Wednesday, 6 July 2016

Consumed

I was just in the local Shopper's Drugmart buying milk and I noticed a rack smothered with gift cards.  Then I began to notice all the various candies and crackers and treats and goodies beguilingly displayed to snare a few impulse buyers and I thought, how behind the times I am when it comes to shopping.  I had never even noticed the gift cards by various checkout tills until someone recently pointed them out to me and it was only because I was asked by my supervisor to buy such a card to take one of our clients shopping.

I very rarely spend unnecessarily and it is probably so long since I last bought anything on impulse that I can't even remember.  I sometimes wonder just what is it that has spared me from the demon frenzy dance of Shop-Till-You-Drop.  I think there could be any number of good reasons.  For one thing I have never been a materialistic person.  But I think this has to do with some other active factors in my life.  I am a very strong Christian and I have long sought to align my values with those of the Gospels and the New Testament.  This includes eschewing wealth, riches and greed and using the money we have to share with those who are without and to also live modestly, knowing that our reward is in living in the reality of God's love and truth.  I have also been strongly influenced by alternative and countercultural values from the late Sixties and Seventies.  I read and cultivated friendships and liaisons from a very early age, fourteen, with persons and resources that taught me the importance of living with integrity and a sense of community responsibility.  At seventeen I was already an environmentalist, decades before it became fashionable.   In my early twenties I made up my mind to shield myself as much as possible from the false gods of consumerism and materialism and I have faithfully lived this way ever since.
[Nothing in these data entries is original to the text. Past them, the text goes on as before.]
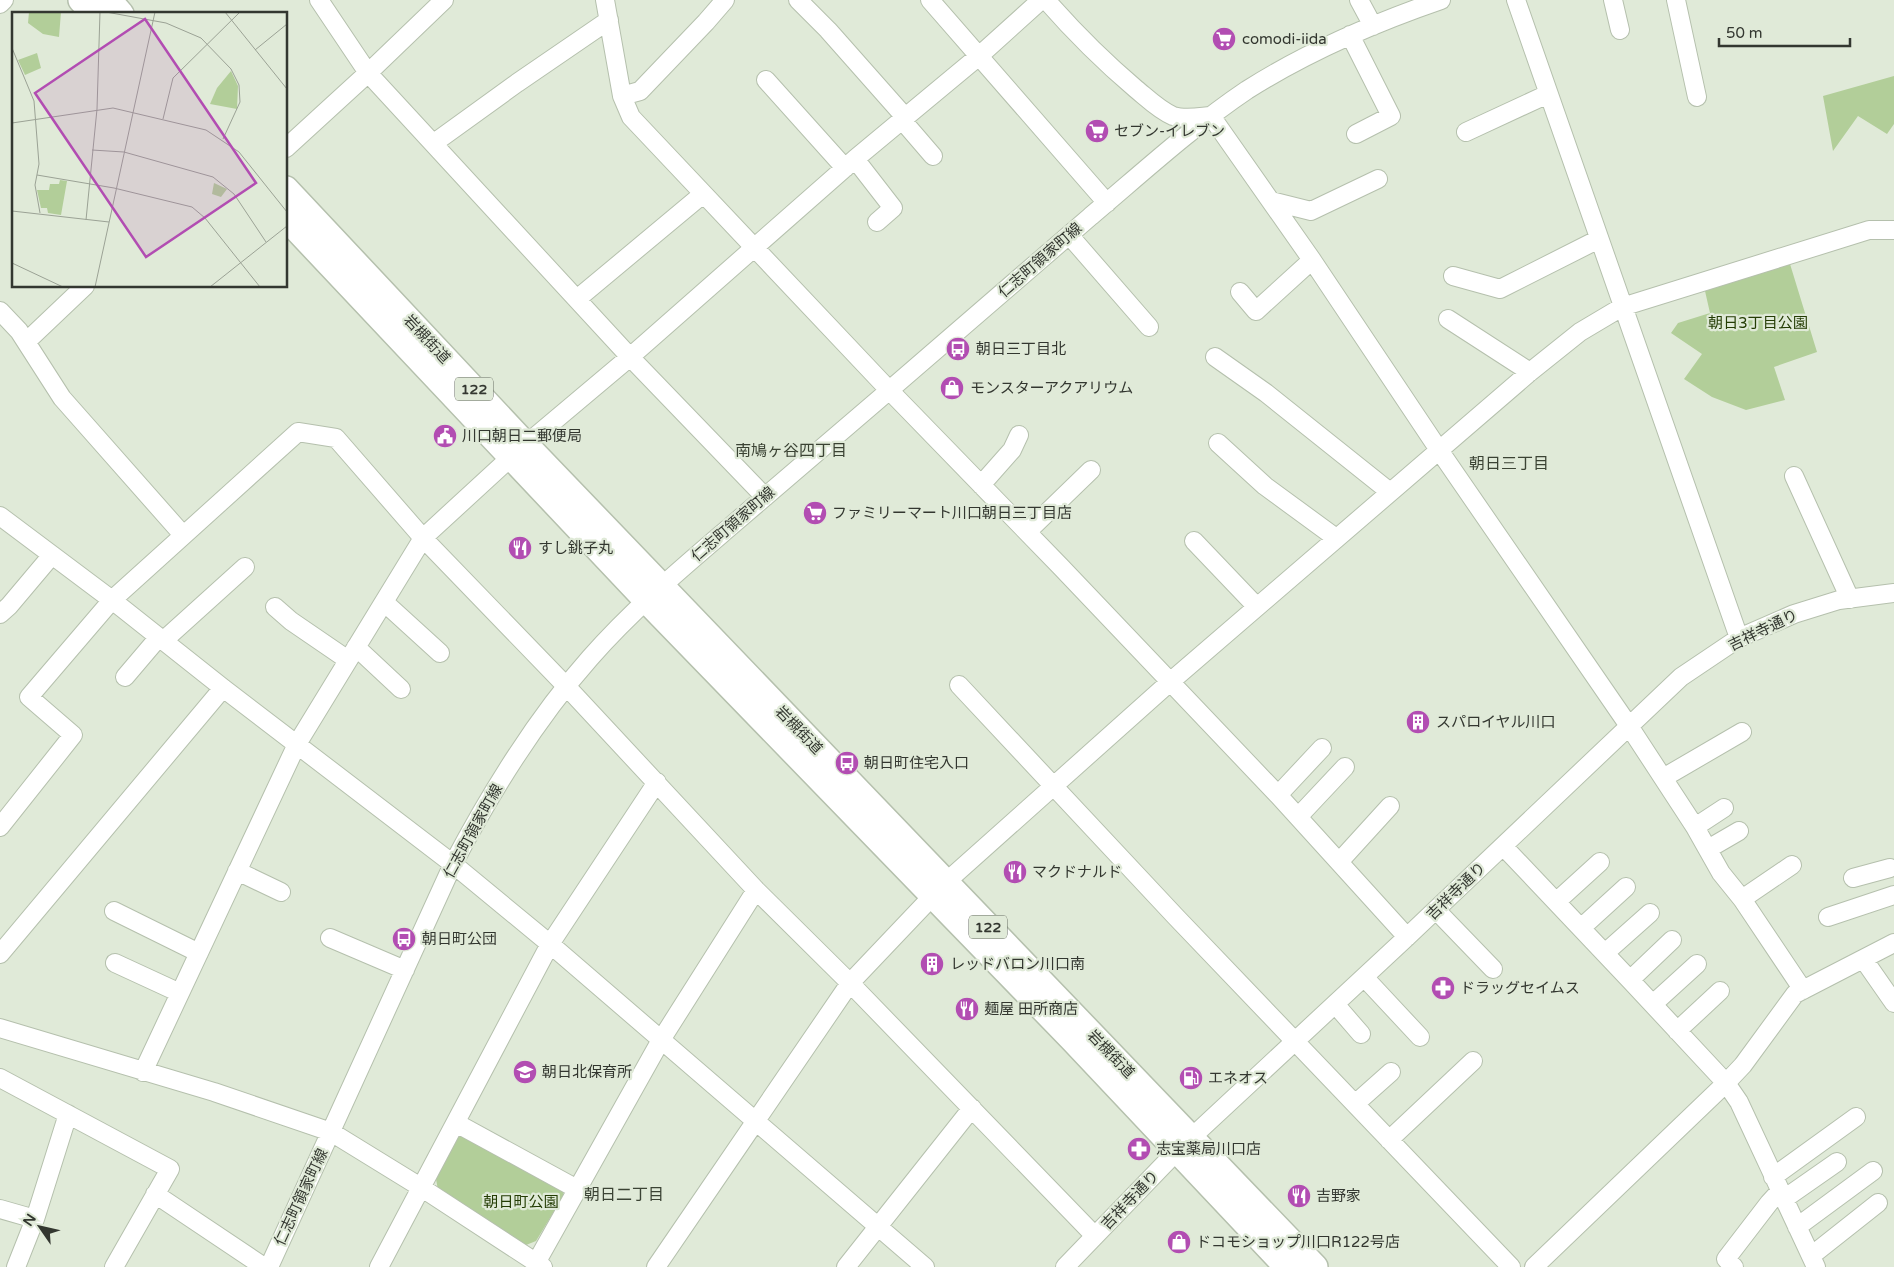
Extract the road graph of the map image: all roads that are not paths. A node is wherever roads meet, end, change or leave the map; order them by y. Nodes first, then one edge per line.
1 (4, 0) edge
2 (81, 0) edge
3 (109, 0) edge
4 (319, 0) edge
5 (444, 0) edge
6 (606, 0) edge
7 (725, 0) edge
8 (798, 0) edge
9 (930, 0) edge
10 (1041, 0) edge
11 (1046, 0) edge
12 (1360, 0) edge
13 (1441, 0) edge
14 (1516, 0) edge
15 (1613, 0) edge
16 (1676, 0) edge
17 (0, 4) edge
18 (92, 12) edge
19 (120, 12) edge
20 (609, 20) junction
21 (1373, 26) junction
22 (1620, 30) dead end
23 (1350, 35) junction
24 (979, 56) junction
25 (368, 73) junction
26 (766, 80) dead end
27 (1548, 94) junction
28 (622, 96) junction
29 (1697, 97) dead end
30 (1211, 116) junction
31 (903, 119) junction
32 (1466, 132) dead end
33 (1356, 134) dead end
34 (434, 143) junction
35 (288, 146) edge
36 (933, 156) dead end
37 (850, 164) junction
38 (1378, 179) dead end
39 (288, 191) edge
40 (703, 194) junction
41 (1271, 201) junction
42 (1107, 203) junction
43 (288, 220) edge
44 (877, 222) dead end
45 (1894, 230) edge
46 (1069, 235) junction
47 (1599, 239) junction
48 (755, 248) junction
49 (1312, 260) junction
50 (1453, 276) dead end
51 (83, 288) edge
52 (1240, 292) dead end
53 (576, 299) junction
54 (1622, 307) junction
55 (0, 311) edge
56 (1448, 319) dead end
57 (1149, 327) dead end
58 (26, 342) junction
59 (630, 357) junction
60 (1215, 357) dead end
61 (1530, 372) junction
62 (889, 390) junction
63 (1019, 435) dead end
64 (1218, 443) dead end
65 (1439, 450) junction
66 (519, 452) junction
67 (1091, 470) dead end
68 (1794, 476) dead end
69 (981, 486) junction
70 (1390, 492) junction
71 (765, 497) junction
72 (0, 516) edge
73 (1027, 532) junction
74 (183, 535) junction
75 (423, 538) junction
76 (1336, 538) junction
77 (1194, 541) dead end
78 (52, 555) junction
79 (245, 567) dead end
80 (1894, 593) edge
81 (655, 594) junction
82 (1850, 598) junction
83 (112, 600) junction
84 (384, 602) junction
85 (275, 607) dead end
86 (1257, 607) junction
87 (0, 614) edge
88 (1739, 638) junction
89 (161, 639) junction
90 (440, 653) dead end
91 (352, 654) junction
92 (125, 677) dead end
93 (1170, 682) junction
94 (959, 685) dead end
95 (567, 686) junction
96 (223, 688) junction
97 (401, 690) dead end
98 (1629, 726) junction
99 (1742, 732) dead end
100 (296, 744) junction
101 (1322, 748) dead end
102 (1344, 767) dead end
103 (1663, 778) junction
104 (657, 782) junction
105 (1053, 786) junction
106 (1278, 795) junction
107 (1390, 806) dead end
108 (1724, 808) dead end
109 (1298, 817) junction
110 (0, 827) edge
111 (1694, 827) junction
112 (1739, 831) dead end
113 (1503, 846) junction
114 (1708, 849) junction
115 (1339, 862) junction
116 (1600, 862) dead end
117 (453, 864) junction
118 (1792, 865) dead end
119 (237, 871) junction
120 (1853, 878) dead end
121 (1626, 887) dead end
122 (756, 890) junction
123 (939, 890) junction
124 (1894, 890) edge
125 (281, 892) dead end
126 (1894, 895) edge
127 (1742, 899) junction
128 (1556, 902) junction
129 (1436, 910) junction
130 (114, 911) dead end
131 (1650, 913) dead end
132 (1828, 917) dead end
133 (1581, 928) junction
134 (1407, 937) junction
135 (330, 938) dead end
136 (1672, 940) dead end
137 (1894, 943) edge
138 (550, 944) junction
139 (199, 953) junction
140 (1605, 953) junction
141 (0, 954) edge
142 (1864, 960) junction
143 (115, 963) dead end
144 (1697, 964) dead end
145 (1494, 969) dead end
146 (405, 970) junction
147 (1364, 977) junction
148 (1630, 980) junction
149 (850, 983) junction
150 (1803, 990) junction
151 (1720, 991) dead end
152 (180, 993) junction
153 (1894, 1003) edge
154 (1335, 1004) junction
155 (1653, 1004) junction
156 (0, 1028) edge
157 (1677, 1030) junction
158 (1361, 1034) dead end
159 (1420, 1037) dead end
160 (661, 1040) junction
161 (1296, 1041) junction
162 (1473, 1061) dead end
163 (143, 1072) junction
164 (1391, 1072) dead end
165 (0, 1078) edge
166 (1726, 1083) junction
167 (1355, 1104) junction
168 (972, 1108) junction
169 (68, 1114) junction
170 (1856, 1117) dead end
171 (755, 1121) junction
172 (456, 1123) junction
173 (331, 1132) junction
174 (1389, 1140) junction
175 (1184, 1144) junction
176 (1837, 1162) dead end
177 (1873, 1171) dead end
178 (422, 1188) junction
179 (577, 1189) junction
180 (1779, 1189) junction
181 (155, 1194) junction
182 (1878, 1203) dead end
183 (0, 1209) edge
184 (35, 1219) junction
185 (1797, 1227) junction
186 (878, 1228) junction
187 (1095, 1236) junction
188 (1813, 1261) edge
189 (539, 1265) edge
190 (16, 1267) edge
191 (114, 1267) edge
192 (264, 1267) edge
193 (269, 1267) edge
194 (379, 1267) edge
195 (656, 1267) edge
196 (846, 1267) edge
197 (925, 1267) edge
198 (1066, 1267) edge
199 (1286, 1267) edge
200 (1314, 1267) edge
201 (1511, 1267) edge
202 (1534, 1267) edge
203 (1734, 1267) edge

1 - 17 street
2 - 18 highway
3 - 19 highway
4 - 25 street
5 - 25 street
6 - 20 street
7 - 28 street
8 - 31 street
9 - 24 street
10 - 24 street
11 - 30 street
12 - 21 street
13 - 21 street, 仁志町領家町線
14 - 27 street
15 - 22 street
16 - 29 street
20 - 28 street
20 - 34 street
21 - 23 street, 仁志町領家町線
23 - 30 street, 仁志町領家町線
23 - 33 street
24 - 31 street
24 - 42 street
25 - 34 street
25 - 35 street
26 - 37 street
27 - 32 street
27 - 47 street
28 - 40 street
30 - 41 street
30 - 42 street, 仁志町領家町線
31 - 36 street
31 - 37 street
34 - 53 street
37 - 44 street
37 - 48 street
38 - 41 street
39 - 66 highway, 岩槻街道 / 122
40 - 48 street
40 - 53 street
41 - 49 street
42 - 46 street, 仁志町領家町線
43 - 66 highway, 岩槻街道 / 122
45 - 54 street
46 - 57 street
46 - 62 street, 仁志町領家町線
47 - 50 street
47 - 54 street
48 - 59 street
48 - 62 street
49 - 52 street
49 - 65 street
51 - 58 street
53 - 59 street
54 - 61 street
54 - 88 street
55 - 58 street
56 - 61 street
58 - 74 street
59 - 66 street
59 - 71 street
60 - 70 street
61 - 65 street
62 - 69 street
62 - 71 street, 仁志町領家町線
63 - 69 street
64 - 76 street
65 - 70 street
65 - 98 street
66 - 75 street
66 - 81 highway, 岩槻街道 / 122
67 - 73 street
68 - 82 street
69 - 73 street
70 - 76 street
71 - 81 street, 仁志町領家町線
72 - 78 street
73 - 93 street
74 - 75 street
74 - 83 street
75 - 84 street
75 - 95 street
76 - 86 street
77 - 86 street
78 - 83 street
78 - 87 street
79 - 89 street
80 - 82 street, 吉祥寺通り
81 - 95 street, 仁志町領家町線
81 - 123 highway, 岩槻街道 / 122
82 - 88 street, 吉祥寺通り
83 - 89 street
83 - 110 street
84 - 90 street
84 - 91 street
85 - 91 street
86 - 93 street
88 - 98 street, 吉祥寺通り
89 - 92 street
89 - 96 street
91 - 97 street
91 - 100 street
93 - 105 street
93 - 106 street
94 - 105 street
95 - 104 street
95 - 117 street, 仁志町領家町線
96 - 100 street
96 - 141 street
98 - 103 street
98 - 113 street, 吉祥寺通り
99 - 103 street
100 - 117 street
100 - 119 street
101 - 106 street
102 - 109 street
103 - 111 street
104 - 122 street
104 - 138 street
105 - 123 street
105 - 161 street
106 - 109 street
107 - 115 street
108 - 111 street
109 - 115 street
111 - 114 street
112 - 114 street
113 - 128 street
113 - 129 street, 吉祥寺通り
114 - 127 street
115 - 134 street
116 - 128 street
117 - 138 street
117 - 146 street, 仁志町領家町線
118 - 127 street
119 - 125 street
119 - 139 street
120 - 124 street
121 - 133 street
122 - 149 street
122 - 160 street
123 - 149 street
123 - 175 highway, 岩槻街道 / 122
126 - 132 street
127 - 150 street
128 - 133 street
129 - 134 street, 吉祥寺通り
129 - 145 street
130 - 139 street
131 - 140 street
133 - 140 street
134 - 147 street, 吉祥寺通り
135 - 146 street
136 - 148 street
137 - 142 street
138 - 160 street
138 - 172 street
139 - 152 street
140 - 148 street
142 - 150 street
142 - 153 street
143 - 152 street
144 - 155 street
146 - 173 street, 仁志町領家町線
147 - 154 street, 吉祥寺通り
147 - 159 street
148 - 155 street
149 - 168 street
149 - 171 street
150 - 166 street
151 - 157 street
152 - 163 street
154 - 158 street
154 - 161 street, 吉祥寺通り
155 - 157 street
156 - 163 street
157 - 166 street
160 - 171 street
160 - 179 street
161 - 167 street
161 - 175 street, 吉祥寺通り
162 - 174 street
163 - 173 street
164 - 167 street
165 - 169 street
166 - 180 street
166 - 202 street
167 - 174 street
168 - 186 street
168 - 187 street
169 - 181 street
169 - 184 street
170 - 180 street
171 - 186 street
171 - 195 street
172 - 178 street
172 - 179 street
173 - 178 street
173 - 193 street, 仁志町領家町線
174 - 201 street
175 - 187 street, 吉祥寺通り
175 - 199 highway, 岩槻街道 / 122
175 - 200 highway, 岩槻街道 / 122
176 - 180 street
177 - 185 street
178 - 189 street
178 - 194 street
179 - 189 street
180 - 185 street
180 - 203 street
181 - 191 street
181 - 192 street
182 - 188 street
183 - 184 street
184 - 190 street
185 - 188 street
186 - 196 street
186 - 197 street
187 - 198 street, 吉祥寺通り

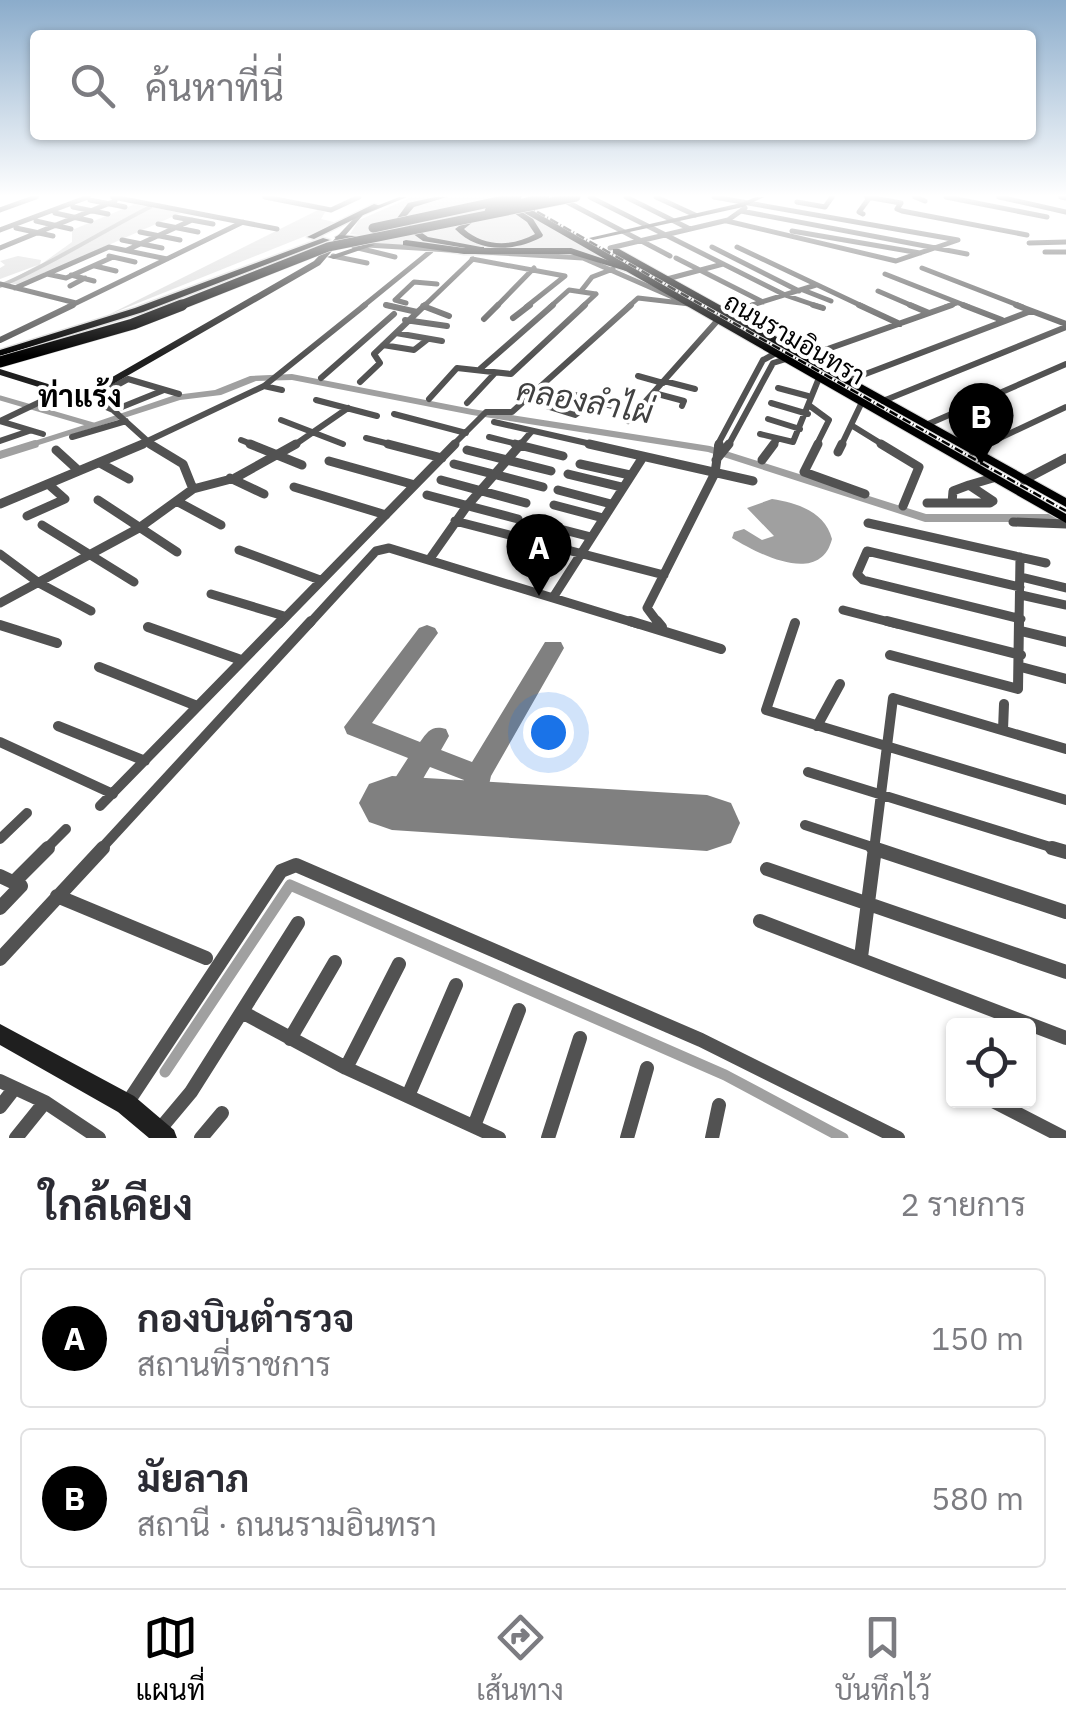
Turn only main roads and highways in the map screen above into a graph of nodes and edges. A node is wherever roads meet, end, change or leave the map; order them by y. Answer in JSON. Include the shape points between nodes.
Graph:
{"nodes":[{"id":1,"x":277,"y":250,"type":"edge"},
{"id":2,"x":299,"y":250,"type":"edge"},
{"id":3,"x":304,"y":250,"type":"edge"},
{"id":4,"x":322,"y":250,"type":"edge"},
{"id":5,"x":332,"y":250,"type":"edge"},
{"id":6,"x":334,"y":250,"type":"edge"},
{"id":7,"x":338,"y":250,"type":"edge"},
{"id":8,"x":467,"y":250,"type":"edge"},
{"id":9,"x":496,"y":250,"type":"edge"},
{"id":10,"x":594,"y":250,"type":"edge"},
{"id":11,"x":614,"y":250,"type":"edge"},
{"id":12,"x":521,"y":252,"type":"junction"},
{"id":13,"x":316,"y":263,"type":"junction"},
{"id":14,"x":626,"y":268,"type":"junction"},
{"id":15,"x":246,"y":277,"type":"junction"},
{"id":16,"x":118,"y":317,"type":"junction"},
{"id":17,"x":723,"y":317,"type":"junction"},
{"id":18,"x":0,"y":357,"type":"edge"},
{"id":19,"x":0,"y":372,"type":"edge"},
{"id":20,"x":910,"y":416,"type":"junction"},
{"id":21,"x":895,"y":422,"type":"junction"},
{"id":22,"x":1064,"y":515,"type":"edge"},
{"id":23,"x":0,"y":1034,"type":"edge"},
{"id":24,"x":162,"y":1134,"type":"edge"}],
"edges":[{"from":1,"to":16,"type":"highway"},
{"from":2,"to":16,"type":"highway"},
{"from":3,"to":18,"type":"highway","bridge":true,"via":[[119,321]]},
{"from":4,"to":15,"type":"highway","bridge":true},
{"from":5,"to":15,"type":"highway","bridge":true},
{"from":6,"to":13,"type":"main road"},
{"from":7,"to":13,"type":"main road"},
{"from":8,"to":12,"type":"highway"},
{"from":9,"to":12,"type":"main road","bridge":true},
{"from":10,"to":14,"type":"main road","name":"ถนนรามอินทรา"},
{"from":11,"to":17,"type":"main road","name":"ถนนรามอินทรา"},
{"from":12,"to":14,"type":"highway","via":[[582,252]]},
{"from":13,"to":19,"type":"main road","via":[[81,396]]},
{"from":14,"to":17,"type":"main road","name":"ถนนรามอินทรา"},
{"from":15,"to":18,"type":"highway","bridge":true,"via":[[134,324]]},
{"from":16,"to":18,"type":"highway"},
{"from":17,"to":20,"type":"main road","name":"ถนนรามอินทรา"},
{"from":17,"to":21,"type":"main road","name":"ถนนรามอินทรา"},
{"from":20,"to":21,"type":"main road"},
{"from":20,"to":22,"type":"main road","name":"ถนนรามอินทรา","via":[[1024,480]]},
{"from":21,"to":22,"type":"main road","name":"ถนนรามอินทรา"},
{"from":23,"to":24,"type":"main road","via":[[126,1104]]}]}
I am also an artist.  Creative people tend not to be consumers.  People who shop a lot, unnecessarily, who binge shop, who rack up piles of debt are really not much different from or better than junkies and alcoholics.  They are spiritually and ethically empty and shopping and accruing unnecessary stuff helps satisfy that itch, if but for a few seconds and then they are hitting Amazon, eBay and the mall all over again.  It is axiomatic that we live in a culture of debt.

I can't really offer any solutions.  Perhaps I might learn to acquire a little more compassion for people I find too easy and too enjoyable to judge.  I do feel sad for all these sad, soulless drones who cram the sidewalks fixed on their little rectangles of plastic and metal, shopping, consuming, and isolating themselves from real contact with others.  As for myself, I simply look for whatever way I can reach out to others in a way that is possible, positive and non-threatening.  I also silently pray for those around me.  And for myself, given that I am not always in the mood for prayer.